Berberine (BBR) exerts powerful renoprotective effects on
diabetic nephropathy (DN), but the underlying mechanisms remain unclear. We previously demonstrated that activation of the
G protein-coupled
bile acid receptor TGR5 ameliorates
diabetic nephropathy by inhibiting the activation of the
sphingosine 1-phosphate (S1P)/
sphingosine 1-phosphate receptor 2 (S1P2) signaling pathway. In this study, we explored the role of TGR5 in the BBR-induced downregulation of
sphingosine 1-phosphate receptor 2 (S1P2)/
mitogen-activated protein kinase (MAPK)-mediated
fibrosis in glomerular mesangial cells (GMCs). Results showed that, BBR suppressed the expression of FN,
ICAM-1, and TGF-β1 in high-
glucose cultures of GMCs, and the phosphorylation level of c-Jun/c-Fos was downregulated. The high
glucose lowered TGR5 expression in a time-dependent manner; this effect was reversed by BBR in a dose-dependent manner. The TGR5 agonist
INT-777 decreased the high
glucose-induced FN,
ICAM-1, and TGF-β1
protein contents.
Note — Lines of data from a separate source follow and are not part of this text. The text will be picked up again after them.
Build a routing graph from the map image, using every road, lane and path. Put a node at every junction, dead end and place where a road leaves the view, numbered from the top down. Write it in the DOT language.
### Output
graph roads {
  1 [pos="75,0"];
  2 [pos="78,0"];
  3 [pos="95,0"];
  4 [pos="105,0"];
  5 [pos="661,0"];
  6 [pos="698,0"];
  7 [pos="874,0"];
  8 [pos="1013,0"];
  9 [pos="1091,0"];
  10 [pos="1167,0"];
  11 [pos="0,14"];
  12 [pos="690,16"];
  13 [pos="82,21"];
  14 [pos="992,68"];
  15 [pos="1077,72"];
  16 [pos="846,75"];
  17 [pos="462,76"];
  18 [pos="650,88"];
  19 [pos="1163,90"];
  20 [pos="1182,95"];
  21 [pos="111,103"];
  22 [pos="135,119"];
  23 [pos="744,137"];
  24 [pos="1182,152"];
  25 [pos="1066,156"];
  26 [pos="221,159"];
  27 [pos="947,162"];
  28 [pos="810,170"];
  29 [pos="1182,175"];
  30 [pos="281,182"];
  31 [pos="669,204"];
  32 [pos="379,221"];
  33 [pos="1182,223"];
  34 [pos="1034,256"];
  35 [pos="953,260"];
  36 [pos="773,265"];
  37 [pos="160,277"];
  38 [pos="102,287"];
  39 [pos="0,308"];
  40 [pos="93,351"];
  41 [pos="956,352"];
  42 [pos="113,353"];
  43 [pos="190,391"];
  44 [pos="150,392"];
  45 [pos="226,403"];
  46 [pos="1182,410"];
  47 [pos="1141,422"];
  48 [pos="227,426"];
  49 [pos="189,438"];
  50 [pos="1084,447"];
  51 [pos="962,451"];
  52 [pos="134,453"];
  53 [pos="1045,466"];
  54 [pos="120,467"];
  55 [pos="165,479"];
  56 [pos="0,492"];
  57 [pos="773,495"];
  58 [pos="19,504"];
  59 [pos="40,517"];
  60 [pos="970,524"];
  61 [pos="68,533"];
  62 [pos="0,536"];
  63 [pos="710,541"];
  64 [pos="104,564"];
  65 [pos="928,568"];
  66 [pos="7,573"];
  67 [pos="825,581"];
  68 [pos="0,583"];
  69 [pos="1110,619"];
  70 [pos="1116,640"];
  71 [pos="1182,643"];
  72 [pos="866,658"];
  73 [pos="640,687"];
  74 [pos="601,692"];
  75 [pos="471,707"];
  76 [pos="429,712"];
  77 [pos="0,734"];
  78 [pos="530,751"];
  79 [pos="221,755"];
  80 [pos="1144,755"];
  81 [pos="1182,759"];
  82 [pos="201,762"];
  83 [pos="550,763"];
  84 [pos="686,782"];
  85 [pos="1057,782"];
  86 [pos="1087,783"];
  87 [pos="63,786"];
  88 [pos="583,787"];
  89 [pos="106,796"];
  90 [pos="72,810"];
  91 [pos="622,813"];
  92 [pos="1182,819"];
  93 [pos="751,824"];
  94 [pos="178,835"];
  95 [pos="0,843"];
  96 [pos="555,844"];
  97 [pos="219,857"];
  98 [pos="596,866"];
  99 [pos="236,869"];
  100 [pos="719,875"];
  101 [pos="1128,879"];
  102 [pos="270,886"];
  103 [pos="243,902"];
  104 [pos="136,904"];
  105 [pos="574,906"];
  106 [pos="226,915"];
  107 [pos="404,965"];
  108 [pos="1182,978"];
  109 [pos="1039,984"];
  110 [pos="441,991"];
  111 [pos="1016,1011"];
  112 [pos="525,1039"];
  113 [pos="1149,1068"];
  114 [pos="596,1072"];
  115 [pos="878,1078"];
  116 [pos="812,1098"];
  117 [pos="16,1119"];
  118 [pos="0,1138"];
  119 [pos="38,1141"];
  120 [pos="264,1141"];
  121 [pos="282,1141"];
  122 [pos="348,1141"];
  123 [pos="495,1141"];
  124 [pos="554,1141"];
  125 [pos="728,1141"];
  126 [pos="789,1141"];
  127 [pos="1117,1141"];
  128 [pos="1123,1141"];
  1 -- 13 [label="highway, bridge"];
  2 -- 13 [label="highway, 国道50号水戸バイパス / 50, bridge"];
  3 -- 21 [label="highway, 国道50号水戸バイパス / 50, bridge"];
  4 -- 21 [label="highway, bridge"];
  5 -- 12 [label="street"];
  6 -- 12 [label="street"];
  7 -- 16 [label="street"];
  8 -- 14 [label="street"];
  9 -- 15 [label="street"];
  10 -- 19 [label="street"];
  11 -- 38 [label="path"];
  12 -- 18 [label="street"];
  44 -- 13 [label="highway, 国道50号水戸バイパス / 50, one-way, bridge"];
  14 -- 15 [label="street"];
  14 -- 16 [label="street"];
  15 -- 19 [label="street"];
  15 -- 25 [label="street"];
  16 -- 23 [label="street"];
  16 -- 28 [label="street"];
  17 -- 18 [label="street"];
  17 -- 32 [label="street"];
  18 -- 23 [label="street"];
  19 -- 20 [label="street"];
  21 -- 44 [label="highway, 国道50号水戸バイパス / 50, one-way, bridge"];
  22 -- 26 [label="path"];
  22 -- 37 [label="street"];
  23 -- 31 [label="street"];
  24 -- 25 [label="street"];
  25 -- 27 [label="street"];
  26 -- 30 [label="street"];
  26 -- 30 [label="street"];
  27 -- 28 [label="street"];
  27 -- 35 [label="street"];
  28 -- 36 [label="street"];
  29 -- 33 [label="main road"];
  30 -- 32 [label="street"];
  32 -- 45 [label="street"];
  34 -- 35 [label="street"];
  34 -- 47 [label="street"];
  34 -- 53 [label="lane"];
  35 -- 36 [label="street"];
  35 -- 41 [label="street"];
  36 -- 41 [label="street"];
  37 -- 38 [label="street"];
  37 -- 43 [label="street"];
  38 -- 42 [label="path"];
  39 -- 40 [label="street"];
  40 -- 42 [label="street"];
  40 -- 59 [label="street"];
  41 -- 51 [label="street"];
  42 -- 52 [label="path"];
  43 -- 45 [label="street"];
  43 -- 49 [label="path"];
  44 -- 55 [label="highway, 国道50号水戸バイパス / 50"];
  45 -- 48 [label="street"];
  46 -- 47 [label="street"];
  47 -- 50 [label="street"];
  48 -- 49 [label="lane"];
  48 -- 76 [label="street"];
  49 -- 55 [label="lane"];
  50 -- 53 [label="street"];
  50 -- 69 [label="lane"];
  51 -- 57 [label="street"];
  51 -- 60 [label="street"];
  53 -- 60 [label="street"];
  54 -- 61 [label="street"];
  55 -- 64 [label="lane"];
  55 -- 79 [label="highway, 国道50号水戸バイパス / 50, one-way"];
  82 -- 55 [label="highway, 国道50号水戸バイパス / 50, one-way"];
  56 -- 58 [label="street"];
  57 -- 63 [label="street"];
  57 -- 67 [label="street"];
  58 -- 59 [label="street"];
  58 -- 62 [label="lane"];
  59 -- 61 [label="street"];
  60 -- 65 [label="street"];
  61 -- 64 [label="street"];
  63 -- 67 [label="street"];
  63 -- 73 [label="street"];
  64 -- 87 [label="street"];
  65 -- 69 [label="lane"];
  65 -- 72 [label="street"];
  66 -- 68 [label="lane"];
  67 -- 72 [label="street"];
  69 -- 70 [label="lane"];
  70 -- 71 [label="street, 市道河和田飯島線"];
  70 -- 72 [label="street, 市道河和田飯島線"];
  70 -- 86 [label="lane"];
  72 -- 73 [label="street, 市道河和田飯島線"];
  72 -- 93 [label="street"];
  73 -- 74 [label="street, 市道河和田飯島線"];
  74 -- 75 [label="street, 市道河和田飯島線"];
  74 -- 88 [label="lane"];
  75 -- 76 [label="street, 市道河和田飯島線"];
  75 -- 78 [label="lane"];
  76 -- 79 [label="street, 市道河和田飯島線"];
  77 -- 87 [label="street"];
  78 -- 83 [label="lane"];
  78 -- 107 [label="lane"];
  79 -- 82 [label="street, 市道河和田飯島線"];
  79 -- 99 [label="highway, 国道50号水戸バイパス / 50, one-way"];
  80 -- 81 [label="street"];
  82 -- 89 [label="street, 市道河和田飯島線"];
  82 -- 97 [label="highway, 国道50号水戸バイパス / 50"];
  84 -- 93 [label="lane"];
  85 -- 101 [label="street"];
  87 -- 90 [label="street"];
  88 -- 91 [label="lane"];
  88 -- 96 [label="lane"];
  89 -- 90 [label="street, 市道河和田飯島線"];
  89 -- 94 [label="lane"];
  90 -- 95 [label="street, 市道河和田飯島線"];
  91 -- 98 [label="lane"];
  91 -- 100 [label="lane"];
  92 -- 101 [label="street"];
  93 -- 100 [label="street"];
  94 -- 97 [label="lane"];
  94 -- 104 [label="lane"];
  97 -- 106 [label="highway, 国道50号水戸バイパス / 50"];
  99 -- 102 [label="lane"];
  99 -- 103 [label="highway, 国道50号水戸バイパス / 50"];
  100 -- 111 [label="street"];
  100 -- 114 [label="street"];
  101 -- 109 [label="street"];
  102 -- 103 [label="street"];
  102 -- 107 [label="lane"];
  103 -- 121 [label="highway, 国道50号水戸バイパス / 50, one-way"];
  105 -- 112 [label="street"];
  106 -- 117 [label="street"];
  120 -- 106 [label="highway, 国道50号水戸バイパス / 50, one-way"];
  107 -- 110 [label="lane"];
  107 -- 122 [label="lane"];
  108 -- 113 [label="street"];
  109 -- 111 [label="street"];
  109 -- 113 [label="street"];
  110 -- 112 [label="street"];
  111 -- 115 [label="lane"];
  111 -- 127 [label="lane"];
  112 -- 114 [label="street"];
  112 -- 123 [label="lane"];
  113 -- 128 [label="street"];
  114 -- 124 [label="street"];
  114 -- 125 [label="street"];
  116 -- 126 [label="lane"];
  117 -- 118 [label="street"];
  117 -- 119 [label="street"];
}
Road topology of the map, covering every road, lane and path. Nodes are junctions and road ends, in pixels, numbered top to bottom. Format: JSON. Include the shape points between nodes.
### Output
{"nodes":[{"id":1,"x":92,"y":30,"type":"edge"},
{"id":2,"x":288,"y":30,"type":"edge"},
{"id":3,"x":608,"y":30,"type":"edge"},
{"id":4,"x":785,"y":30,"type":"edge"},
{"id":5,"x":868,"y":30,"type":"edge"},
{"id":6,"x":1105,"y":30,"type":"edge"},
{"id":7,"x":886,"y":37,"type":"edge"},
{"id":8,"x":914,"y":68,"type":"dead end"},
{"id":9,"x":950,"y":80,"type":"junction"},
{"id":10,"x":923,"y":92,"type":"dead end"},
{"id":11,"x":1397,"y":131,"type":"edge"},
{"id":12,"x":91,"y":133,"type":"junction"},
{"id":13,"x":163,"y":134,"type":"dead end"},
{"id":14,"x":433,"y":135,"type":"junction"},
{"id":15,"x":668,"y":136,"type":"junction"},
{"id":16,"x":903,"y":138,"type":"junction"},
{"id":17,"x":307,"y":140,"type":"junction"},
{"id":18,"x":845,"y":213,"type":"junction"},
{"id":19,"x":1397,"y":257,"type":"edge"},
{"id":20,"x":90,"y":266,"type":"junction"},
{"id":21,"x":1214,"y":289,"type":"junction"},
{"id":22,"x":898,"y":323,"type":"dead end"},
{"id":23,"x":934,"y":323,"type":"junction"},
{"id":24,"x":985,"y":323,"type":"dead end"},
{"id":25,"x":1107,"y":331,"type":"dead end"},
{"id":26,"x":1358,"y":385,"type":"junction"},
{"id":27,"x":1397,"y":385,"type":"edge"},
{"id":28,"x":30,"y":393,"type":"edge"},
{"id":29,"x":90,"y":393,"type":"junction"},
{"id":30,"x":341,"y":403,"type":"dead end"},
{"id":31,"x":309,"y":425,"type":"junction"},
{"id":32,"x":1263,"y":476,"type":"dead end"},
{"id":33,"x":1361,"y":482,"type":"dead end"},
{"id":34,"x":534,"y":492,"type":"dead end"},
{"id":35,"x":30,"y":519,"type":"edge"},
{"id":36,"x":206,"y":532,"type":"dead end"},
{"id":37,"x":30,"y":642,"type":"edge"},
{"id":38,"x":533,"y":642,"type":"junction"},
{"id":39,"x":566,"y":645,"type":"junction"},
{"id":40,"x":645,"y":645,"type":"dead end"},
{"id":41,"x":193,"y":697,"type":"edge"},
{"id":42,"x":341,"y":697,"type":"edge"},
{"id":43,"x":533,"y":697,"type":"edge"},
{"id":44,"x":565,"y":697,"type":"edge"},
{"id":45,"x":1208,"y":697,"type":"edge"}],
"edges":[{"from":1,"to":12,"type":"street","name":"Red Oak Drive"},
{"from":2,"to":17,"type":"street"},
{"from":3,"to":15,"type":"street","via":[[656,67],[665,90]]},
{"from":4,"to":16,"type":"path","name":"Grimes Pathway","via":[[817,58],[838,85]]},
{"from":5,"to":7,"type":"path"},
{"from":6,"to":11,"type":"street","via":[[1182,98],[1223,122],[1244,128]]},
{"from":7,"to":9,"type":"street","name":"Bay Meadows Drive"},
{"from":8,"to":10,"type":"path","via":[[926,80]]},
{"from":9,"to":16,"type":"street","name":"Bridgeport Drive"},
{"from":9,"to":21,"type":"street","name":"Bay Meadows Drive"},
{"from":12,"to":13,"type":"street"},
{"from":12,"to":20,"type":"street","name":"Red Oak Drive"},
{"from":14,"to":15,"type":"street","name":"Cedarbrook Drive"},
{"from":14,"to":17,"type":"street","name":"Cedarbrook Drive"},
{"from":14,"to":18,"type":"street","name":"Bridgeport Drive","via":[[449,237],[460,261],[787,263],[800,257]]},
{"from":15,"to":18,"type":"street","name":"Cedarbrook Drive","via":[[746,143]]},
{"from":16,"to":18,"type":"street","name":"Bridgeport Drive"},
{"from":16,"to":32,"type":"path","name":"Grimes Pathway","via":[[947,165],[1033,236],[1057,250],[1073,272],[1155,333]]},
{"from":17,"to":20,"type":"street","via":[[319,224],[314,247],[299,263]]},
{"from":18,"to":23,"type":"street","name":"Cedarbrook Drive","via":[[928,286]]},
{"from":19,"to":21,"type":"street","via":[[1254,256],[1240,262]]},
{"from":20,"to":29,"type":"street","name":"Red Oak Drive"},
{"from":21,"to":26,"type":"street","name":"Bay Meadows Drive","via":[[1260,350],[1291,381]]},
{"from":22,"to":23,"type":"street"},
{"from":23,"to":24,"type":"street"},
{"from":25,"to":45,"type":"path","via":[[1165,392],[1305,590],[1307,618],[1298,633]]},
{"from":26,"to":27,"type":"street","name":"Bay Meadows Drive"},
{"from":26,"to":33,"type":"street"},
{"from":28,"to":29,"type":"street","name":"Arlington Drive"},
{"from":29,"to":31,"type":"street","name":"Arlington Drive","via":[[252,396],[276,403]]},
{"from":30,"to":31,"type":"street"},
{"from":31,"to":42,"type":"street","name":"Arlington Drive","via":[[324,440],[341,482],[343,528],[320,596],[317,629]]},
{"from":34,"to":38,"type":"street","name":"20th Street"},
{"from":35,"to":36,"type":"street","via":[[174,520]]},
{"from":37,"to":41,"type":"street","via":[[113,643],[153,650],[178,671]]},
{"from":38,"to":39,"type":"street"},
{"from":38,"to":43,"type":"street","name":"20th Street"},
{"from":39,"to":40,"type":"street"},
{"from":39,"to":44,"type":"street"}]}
In addition, TGR5
siRNA blocked S1P2 degradation by BBR. And MAPK signaling, which plays important regulatory roles in the pathological progression of DN, was activated by TGR5
siRNA. Apart from this, MAPK signaling as well as FN,
ICAM-1, and TGF-β1 suppressed by BBR under high
glucose conditions were limited by TGR5 depletion. Thus, BBR decreases FN,
ICAM-1, and TGF-β1 levels under high
glucose conditions in GMCs possibly by activating TGR5 and inhibiting S1P2/MAPK signaling.